Ouais, on va simplifier. Philosophie, métaphysique... tout ça, c'est le même genre de came.
Oncle Joe
Toi, ne commence pas à m'asticoter!

Lem

Message par Lem » mer. déc. 02, 2009 2:00 pm

Lensman a écrit :c'est l'art de Dieu de rétablir l'harmonie au sein de Ses créatures, au prix de quelques... simplifications...
Ou plus humainement l'art de lire ce qui est imprimé.
Dans la fameuse préface, Lem a écrit :La fin du déni qui a frappé la science-fiction pendant un siècle ne peut produire aucune signification si la raison du déni n'est pas elle-même élucidée. Dans ma préface à Escales sur l'horizon, j'ai situé un peu vite la coupure au lendemain de la première guerre mondiale en m'appuyant sur la haine des sciences que le conflit avait fait naître chez beaucoup d'intellectuels. (…) D'autres facteurs ont contribué [au déni] : le mythe de la "clarté française" – cette politique de la langue décryptée par Henri Meschonnic qui proscrit l'usage des néologismes et des termes de science dès le premier Dictionnaire de l'Académie en 1653. Les préjugés de classe et l'anti-américanisme, surtout après 1950 ; l'échec de Renard ayant liquidé le roman scientifique français de la mémoire collective malgré un catalogue de trois mille titres, l'importation du label SF et sa mise en œuvre dans des collections spéciales, surtout dédiées aux traductions, ont fait naître une nouvelle image-écran : celle d'un genre pour ados décérébrés. (…) Mais ces raison, même combinées, ne sont pas suffisantes. Car la littérature américaine a aussi été aimée, en France, autant et plus qu'ailleurs. La vigueur psychorigide avec laquelle les gardiens de la langue veillent à sa pureté n'a pas empêché Céline. Et l'emploi de règles abstraites tirées des mathématiques et de lexiques parallèle a fait la réputation de l'Oulipo. Ces arguments auraient pu être retournés. Il faut donc qu'il y ait une variable cachée. Il y en a une. Et c'est la métaphysique.
A comparer s'il vous plaît aux 120 pages qui précèdent où aucune de ces questions n'a été abordée mais où on a abondamment glosé sur ma tentation hétéroclite, on se demande pourquoi.
Le déni n'est devenu un problème que lorsqu'Erion, Roland, Sylvie ont, à ma grande surprise, remis le terme en cause. Je rappelle qu'un déni, selon le dictionnaire, c'est "le refus d'accorder ce qui est dû" et que les deux expressions-type citées en exemple, c'est le déni de justice et le déni de la réalité ("refus de reconnaître une réalité traumatisante"), opération qui peut être effectuée de manière consciente, semi-consciente, inconsciente et pour de multiples raisons qu'il s'agit de comprendre. Quelle erreur de ma part d'employer un mot aussi confus et incompréhensible. Heureusement, Gérard est intervenu :
Gérard a écrit :s'il recouvre une ignorance naïve ou délibérée, une occultation, un mépris, un dénigrement, un procès en dissolution, j'accepte ["déni"]comme outil de travail.
.
… et le mot est soudain devenu limpide pour tout le monde. Ce que c'est que de l'autorité !

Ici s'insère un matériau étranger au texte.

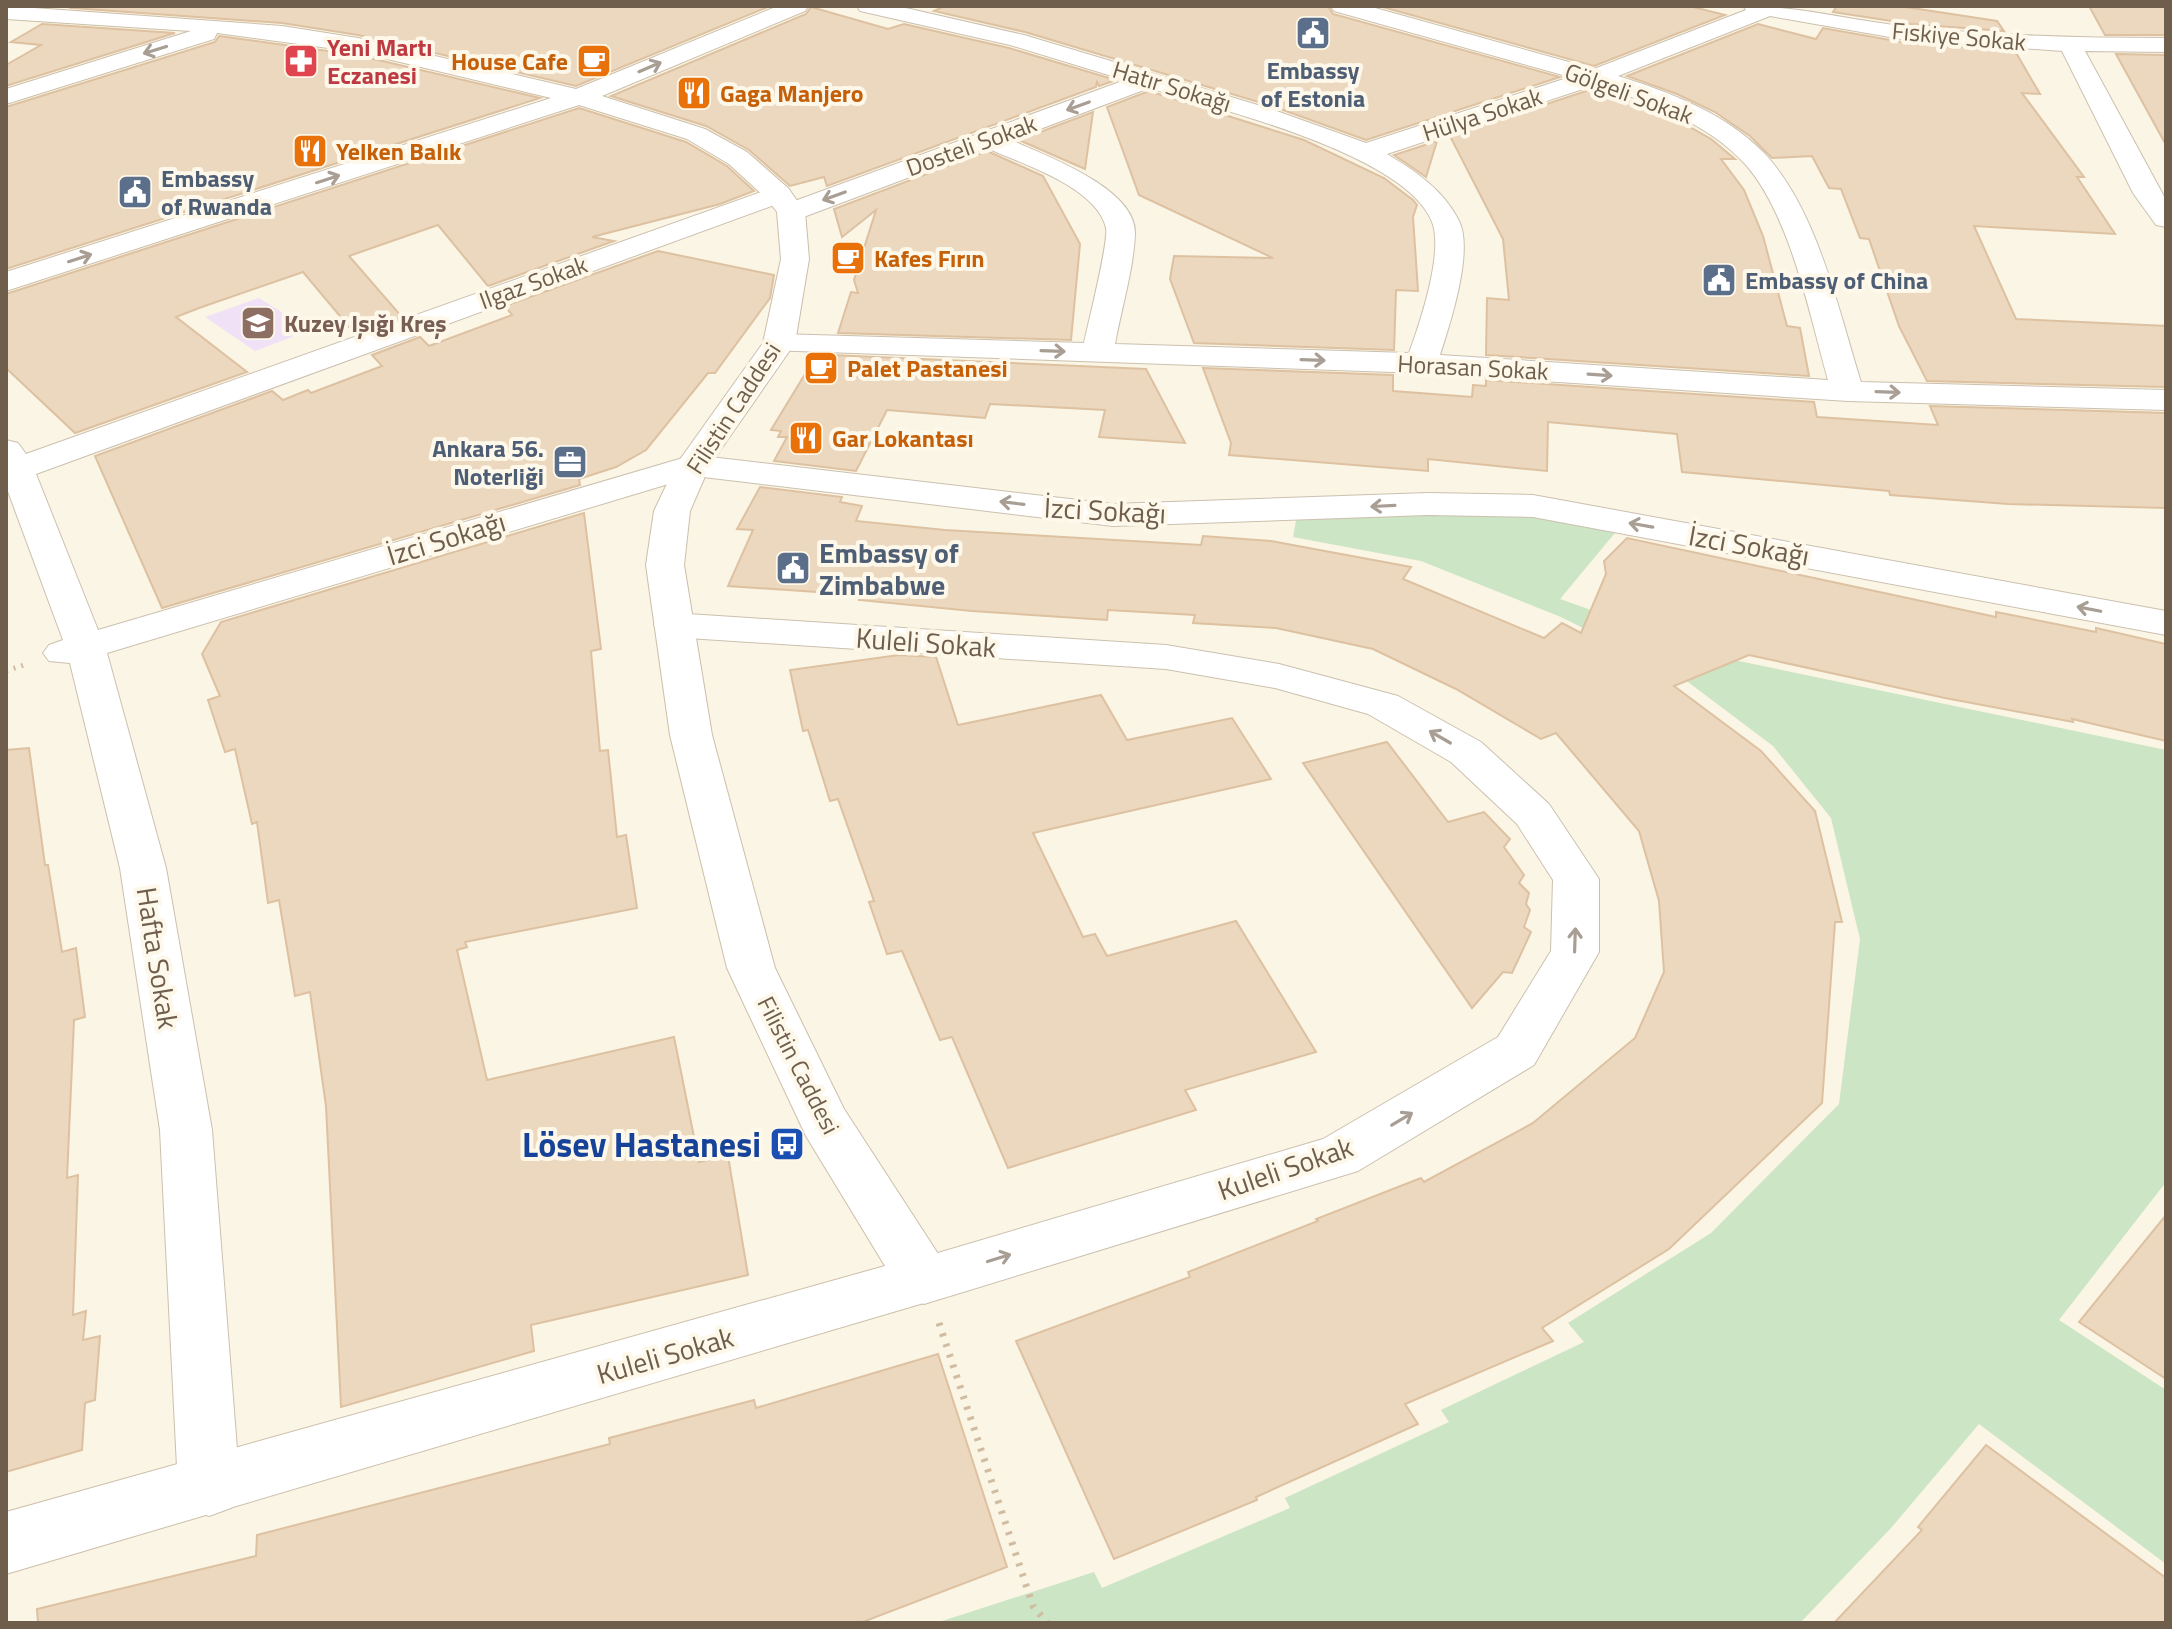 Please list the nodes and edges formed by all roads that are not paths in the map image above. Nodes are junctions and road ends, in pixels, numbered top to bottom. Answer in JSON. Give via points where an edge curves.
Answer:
{"nodes":[{"id":1,"x":797,"y":6,"type":"edge"},
{"id":2,"x":868,"y":6,"type":"edge"},
{"id":3,"x":1342,"y":6,"type":"edge"},
{"id":4,"x":1767,"y":7,"type":"edge"},
{"id":5,"x":276,"y":11,"type":"dead end"},
{"id":6,"x":6,"y":12,"type":"edge"},
{"id":7,"x":229,"y":27,"type":"junction"},
{"id":8,"x":2166,"y":45,"type":"edge"},
{"id":9,"x":2071,"y":46,"type":"junction"},
{"id":10,"x":1594,"y":77,"type":"junction"},
{"id":11,"x":1151,"y":79,"type":"junction"},
{"id":12,"x":6,"y":97,"type":"edge"},
{"id":13,"x":578,"y":97,"type":"junction"},
{"id":14,"x":988,"y":139,"type":"junction"},
{"id":15,"x":1366,"y":152,"type":"junction"},
{"id":16,"x":784,"y":203,"type":"junction"},
{"id":17,"x":2166,"y":219,"type":"edge"},
{"id":18,"x":6,"y":282,"type":"edge"},
{"id":19,"x":779,"y":343,"type":"junction"},
{"id":20,"x":1098,"y":352,"type":"junction"},
{"id":21,"x":1421,"y":363,"type":"junction"},
{"id":22,"x":1848,"y":391,"type":"junction"},
{"id":23,"x":2166,"y":400,"type":"edge"},
{"id":24,"x":12,"y":460,"type":"edge"},
{"id":25,"x":693,"y":465,"type":"junction"},
{"id":26,"x":2166,"y":623,"type":"edge"},
{"id":27,"x":673,"y":625,"type":"junction"},
{"id":28,"x":74,"y":649,"type":"junction"},
{"id":29,"x":924,"y":1280,"type":"junction"},
{"id":30,"x":209,"y":1487,"type":"junction"},
{"id":31,"x":6,"y":1543,"type":"edge"}],
"edges":[{"from":13,"to":1,"type":"street","one_way":true},
{"from":2,"to":11,"type":"street","name":"Hatır Sokağı","via":[[1016,40]]},
{"from":3,"to":10,"type":"street","name":"Gölgeli Sokak"},
{"from":4,"to":9,"type":"street","name":"Fıskiye Sokak","via":[[1898,32]]},
{"from":4,"to":10,"type":"street","name":"Hülya Sokak"},
{"from":5,"to":7,"type":"street"},
{"from":6,"to":7,"type":"street"},
{"from":7,"to":12,"type":"street","one_way":true},
{"from":7,"to":13,"type":"street","via":[[358,45]]},
{"from":8,"to":9,"type":"street","name":"Fıskiye Sokak"},
{"from":9,"to":17,"type":"street","via":[[2147,193]]},
{"from":10,"to":15,"type":"street","name":"Hülya Sokak"},
{"from":10,"to":22,"type":"street","name":"Gölgeli Sokak","via":[[1712,125],[1747,152],[1773,183],[1801,246]]},
{"from":11,"to":14,"type":"street","name":"Dosteli Sokak","one_way":true},
{"from":11,"to":15,"type":"street","name":"Hatır Sokağı"},
{"from":13,"to":16,"type":"street","via":[[696,134],[738,158]]},
{"from":18,"to":13,"type":"street","one_way":true},
{"from":14,"to":16,"type":"street","name":"Dosteli Sokak","one_way":true},
{"from":14,"to":20,"type":"street","via":[[1086,184],[1110,208],[1121,230]]},
{"from":15,"to":21,"type":"street","name":"Hatır Sokağı","via":[[1410,179],[1447,223],[1448,263],[1440,310]]},
{"from":16,"to":19,"type":"street","name":"Filistin Caddesi","via":[[795,259]]},
{"from":16,"to":24,"type":"street","name":"Ilgaz Sokak"},
{"from":19,"to":20,"type":"street","name":"Horasan Sokak","one_way":true},
{"from":19,"to":25,"type":"street","name":"Filistin Caddesi"},
{"from":20,"to":21,"type":"street","name":"Horasan Sokak","one_way":true},
{"from":21,"to":22,"type":"street","name":"Horasan Sokak","one_way":true},
{"from":22,"to":23,"type":"street","name":"Horasan Sokak","one_way":true},
{"from":24,"to":28,"type":"street","name":"Hafta Sokak"},
{"from":26,"to":25,"type":"street","name":"İzci Sokağı","one_way":true,"via":[[1533,506],[1428,504],[1113,515]]},
{"from":25,"to":27,"type":"street","name":"Filistin Caddesi","via":[[672,511],[665,565]]},
{"from":25,"to":28,"type":"street","name":"İzci Sokağı"},
{"from":27,"to":29,"type":"street","name":"Filistin Caddesi","via":[[691,735],[751,968],[824,1121]]},
{"from":29,"to":27,"type":"street","name":"Kuleli Sokak","one_way":true,"via":[[1339,1156],[1516,1051],[1575,952],[1576,879],[1533,814],[1466,752],[1383,705],[1279,676],[1166,657]]},
{"from":28,"to":30,"type":"street","name":"Hafta Sokak","via":[[143,868],[186,1130]]},
{"from":29,"to":30,"type":"street","name":"Kuleli Sokak"},
{"from":30,"to":31,"type":"street","name":"Kuleli Sokak"}]}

La métaphysique a été un problème dès le début et Oncle se réjouit qu'on élimine le terme pour lui préférer "philosophie". Je suppose donc qu'Oncle et tous ceux qui l'ont suivi sur ce terrain ont une définition intuitive parfaitement claire de la philosophie, de son histoire, de ses écoles de pensée, de ses problématiques. Si on s'en tient aux significations originelles, étymologiques du terme, par exemple, la science-fiction peut dans cette optique être reçue comme la littérature de la sagesse, de sa recherche, voire de son amour. Ou encore comme la littérature qui cherche le Beau et le Vrai. Nuance décisive. Je comprends qu'Oncle préfère de très loin ce terme à "métaphysique" qui réduit le champ la philosophie (puisque c'en est une partie), aux questions de l'origine, de l'être, de l'espace et du temps, de l'identité.
Il y a de la philosophie dans toute la littérature du XXème siècle (pour ne prendre qu'un exemple bien français : l'existentialisme).
Il n'y a de métaphysique que dans la science-fiction.

Que, par ailleurs, Gérard ne soit pas du tout convaincu par mon hypothèse est plus que son droit. C'est pratiquement son devoir et j'ai hâte de lire ses arguments.
Modifié en dernier par Lem le mer. déc. 02, 2009 2:07 pm, modifié 1 fois.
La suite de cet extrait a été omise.